Vorstellung des Buches auf der Webseite des Verlags

Ludwig war Käferforscher. Das war nicht sein Beruf, aber die Käfer waren das, was er liebte. Seine Käfersammlung umfasste einige Tausend Käfer aus Südamerika, Afrika, Sibirien, dem Nahen Osten, alle selbst gejagt, präpariert, auf kleine Nadeln gespießt und in Sammlerkästen untergebracht.
Es gab einmal, sagte Ludwig nach ein paar Stunden, in denen wir schließlich zwei Flaschen Wein getrunken hatten, es gab einmal, sagte er also, einen Mann namens John Burdon Sanderson Haldane (oder sagte er, ein wenig schon lallend, Burton Halderson Johnson Sander?), es gab den Mann also, sprach Ludwig angestrengt und sorgfältig seine vom Wein beschwerte Zunge führend. Es war ihm wichtig, was er zu sagen hatte.

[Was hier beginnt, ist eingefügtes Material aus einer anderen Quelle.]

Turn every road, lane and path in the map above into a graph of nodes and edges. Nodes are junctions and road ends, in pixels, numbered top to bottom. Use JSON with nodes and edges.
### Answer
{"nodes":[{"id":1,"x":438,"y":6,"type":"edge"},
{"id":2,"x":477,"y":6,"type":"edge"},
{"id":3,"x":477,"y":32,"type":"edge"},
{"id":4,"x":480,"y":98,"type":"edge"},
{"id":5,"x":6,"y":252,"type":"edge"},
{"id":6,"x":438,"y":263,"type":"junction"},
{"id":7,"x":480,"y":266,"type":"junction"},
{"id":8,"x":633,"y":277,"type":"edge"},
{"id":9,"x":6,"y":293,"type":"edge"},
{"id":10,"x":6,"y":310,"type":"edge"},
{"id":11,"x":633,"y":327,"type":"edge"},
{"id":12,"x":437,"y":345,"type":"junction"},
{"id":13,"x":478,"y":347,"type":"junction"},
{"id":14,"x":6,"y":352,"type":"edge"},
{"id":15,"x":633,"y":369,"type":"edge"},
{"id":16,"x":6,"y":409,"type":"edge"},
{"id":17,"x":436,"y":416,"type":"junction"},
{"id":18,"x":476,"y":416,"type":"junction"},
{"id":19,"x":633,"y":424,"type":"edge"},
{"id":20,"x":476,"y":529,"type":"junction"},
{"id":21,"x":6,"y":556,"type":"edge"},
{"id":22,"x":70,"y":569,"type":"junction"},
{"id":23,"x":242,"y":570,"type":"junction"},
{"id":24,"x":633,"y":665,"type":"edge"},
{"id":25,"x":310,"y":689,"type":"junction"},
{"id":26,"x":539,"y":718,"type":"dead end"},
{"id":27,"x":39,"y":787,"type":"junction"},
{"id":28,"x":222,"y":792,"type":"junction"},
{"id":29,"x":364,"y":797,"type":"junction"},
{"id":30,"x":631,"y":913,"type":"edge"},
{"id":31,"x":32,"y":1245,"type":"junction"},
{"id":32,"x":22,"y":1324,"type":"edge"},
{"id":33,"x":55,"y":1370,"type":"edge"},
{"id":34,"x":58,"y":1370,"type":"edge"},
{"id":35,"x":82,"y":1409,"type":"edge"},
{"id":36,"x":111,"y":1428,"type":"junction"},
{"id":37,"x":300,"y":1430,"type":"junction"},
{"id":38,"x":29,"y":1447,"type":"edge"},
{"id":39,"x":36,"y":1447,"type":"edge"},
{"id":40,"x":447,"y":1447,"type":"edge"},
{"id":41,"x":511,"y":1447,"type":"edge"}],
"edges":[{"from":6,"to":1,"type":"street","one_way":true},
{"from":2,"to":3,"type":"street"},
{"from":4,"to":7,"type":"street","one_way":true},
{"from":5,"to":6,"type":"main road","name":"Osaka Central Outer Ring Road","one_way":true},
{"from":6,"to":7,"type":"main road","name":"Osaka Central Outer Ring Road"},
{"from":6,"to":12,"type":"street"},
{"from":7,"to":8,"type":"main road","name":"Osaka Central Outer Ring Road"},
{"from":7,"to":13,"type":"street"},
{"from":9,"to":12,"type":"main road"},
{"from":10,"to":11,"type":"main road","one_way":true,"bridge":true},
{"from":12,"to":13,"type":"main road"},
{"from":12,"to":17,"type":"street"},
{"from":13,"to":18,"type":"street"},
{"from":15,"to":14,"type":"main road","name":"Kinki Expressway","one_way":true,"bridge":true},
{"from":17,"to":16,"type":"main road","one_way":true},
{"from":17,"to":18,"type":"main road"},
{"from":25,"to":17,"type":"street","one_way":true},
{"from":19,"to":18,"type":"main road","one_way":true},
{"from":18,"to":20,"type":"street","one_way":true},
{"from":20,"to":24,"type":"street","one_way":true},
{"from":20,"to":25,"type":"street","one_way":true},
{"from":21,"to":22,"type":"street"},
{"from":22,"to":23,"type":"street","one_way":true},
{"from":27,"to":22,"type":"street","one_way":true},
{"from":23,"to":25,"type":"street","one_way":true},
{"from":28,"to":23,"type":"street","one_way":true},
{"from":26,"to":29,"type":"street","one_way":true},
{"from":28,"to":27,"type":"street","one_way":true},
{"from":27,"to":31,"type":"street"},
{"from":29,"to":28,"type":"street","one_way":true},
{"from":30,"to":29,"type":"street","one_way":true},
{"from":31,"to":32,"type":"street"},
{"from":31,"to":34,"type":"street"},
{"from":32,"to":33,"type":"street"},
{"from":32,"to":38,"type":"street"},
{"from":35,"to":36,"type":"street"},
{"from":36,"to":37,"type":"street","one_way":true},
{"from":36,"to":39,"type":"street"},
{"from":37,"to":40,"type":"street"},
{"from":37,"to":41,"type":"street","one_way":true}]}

Haldane, sprach Ludwig, war ein Naturforscher, der sich mit allem Möglichen beschäftigt hatte, auch mit dem Weltall und den Sternen – und ihn, diesen Mann also fragte man am Ende seines Lebens, was er beim Studium der Natur gelernt habe.

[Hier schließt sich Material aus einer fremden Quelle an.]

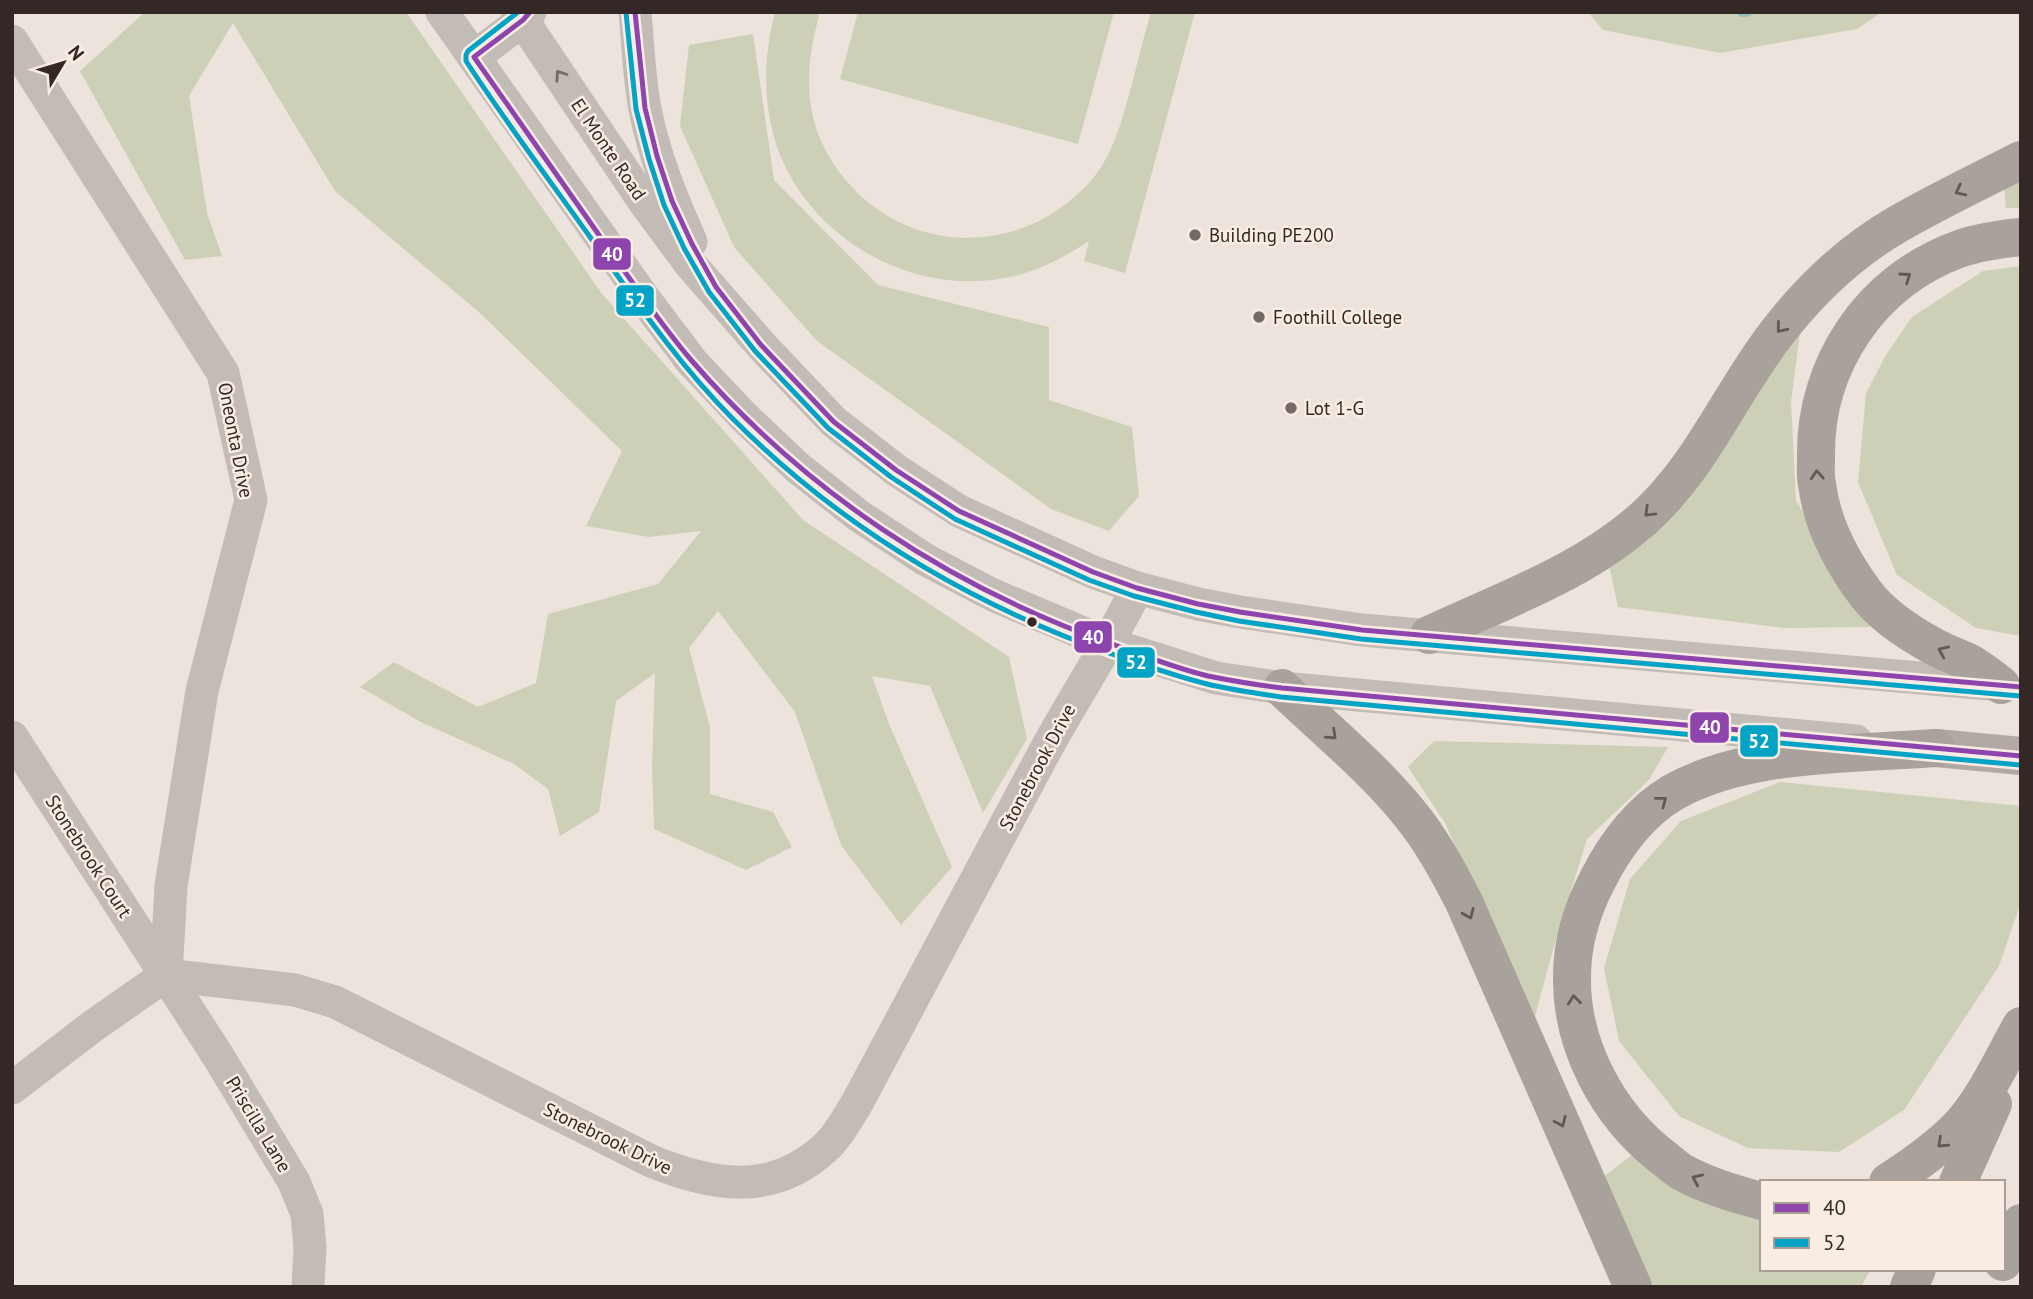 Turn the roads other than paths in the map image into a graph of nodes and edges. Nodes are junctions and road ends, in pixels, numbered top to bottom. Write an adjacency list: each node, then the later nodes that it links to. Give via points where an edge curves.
1 (442, 12): 5 (street)
2 (635, 12): 8 (street, via 645,108 672,201 716,287)
3 (524, 15): 5 (street); 8 (street, El Monte Road, one-way to 3, via 691,265 645,203)
4 (12, 41): 17 (street, Oneonta Drive, via 223,373 251,500 202,691 171,886)
5 (474, 57): 11 (street, via 692,362 798,468 926,560 992,595)
6 (2021, 160): 10 (highway, one-way to 10, via 1896,225 1832,273 1777,333 1675,487 1614,542 1533,589)
7 (2021, 237): 12 (highway, one-way to 7, via 1933,646 1898,624 1868,597 1827,526 1816,484 1815,443 1830,372 1867,312 1922,266 1958,249)
8 (761, 345): 9 (street, El Monte Road, via 834,422 959,512)
9 (1137, 588): 10 (street, El Monte Road, via 1240,612); 11 (street, Stonebrook Drive)
10 (1429, 635): 12 (street, El Monte Road)
11 (1109, 644): 13 (street, via 1216,678); 17 (street, Stonebrook Drive, via 1080,687 857,1103 828,1145 782,1176 729,1181 684,1175 335,1002 295,990)
12 (2011, 686)
13 (1282, 688): 15 (street); 29 (highway, one-way to 29, via 1379,780 1410,813 1438,854 1464,902)
14 (12, 737): 17 (street, Stonebrook Court)
15 (1936, 748): 16 (main road); 23 (highway, one-way to 15, via 1681,1171 1643,1141 1612,1104 1589,1063 1576,1020 1572,978 1576,937 1589,897 1609,857 1637,821 1670,794 1704,778 1789,758)
16 (2021, 756)
17 (166, 975): 20 (street); 28 (street, Priscilla Lane, via 294,1182 307,1214)
18 (2021, 1027): 21 (highway, one-way to 21, via 1959,1127 1927,1157)
19 (2021, 1042): 22 (highway)
20 (12, 1088)
21 (1891, 1180)
22 (1959, 1180)
23 (1760, 1200)
24 (2021, 1223): 25 (highway)
25 (2005, 1258)
26 (1916, 1271): 30 (highway)
27 (1999, 1271): 31 (highway)
28 (308, 1287)
29 (1633, 1287)
30 (1909, 1287)
31 (1992, 1287)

Und weißt du, weissdu, was er antwortete?
Nö, sagte ich knapp.
Gott habe, so Ludwig, offenbar eine außerordentliche Zuneigung zu Käfern gehabt, sonst hätte er ja nicht so viele von ihnen gemacht. Und, fuhr Ludwig mit leichtem Zungenholpern fort, ein Freund Hal-, Hal-, Haldanes hat so was Ähnliches gesagt wie: wenn man dereinst dem Allmächtigen begegne, müsse man damit rechnen, dass er mehr einem Käfer ähnele als dem Erzbischof von Canterbury.
Und nun siehst du, siessdu, sagte Ludwig: Das ist es, was ich hier tue mit meinen nun schon einundneunzig Jahren, indem ich jeden Tag alle diese kleinen und großen, kugelrunden und länglichen, flugfähigen und nicht flugfähigen Tierchen betrachte, sie katalogisiere und ordne und mich manchmal auch einfach nur an ihnen freue und mich daran erinnere, wo ich sie mal gefunden habe, das tue ich: Ich bereite mich auf das Zusammentreffen mit meinem Schöpfer vor.
"Du glaubst an einen Schöpfer?", fragte ich.
"Warum nicht?"
"Ich hatte dich eher für einen Buddhisten oder so etwas gehalten."
"Nimm's nicht so genau", sagte er. "Je älter ich werde, desto kindlicher werden meine Gedanken in dieser Richtung. Irgendjemand muss diese ganzen Ideen gehabt haben, und den stelle ich mir eben vor. Ich habe schon an alles Mögliche geglaubt, aber letzten Endes können wir doch gar nicht anders, als uns einen Schöpfer vorzustellen. So ist das eben."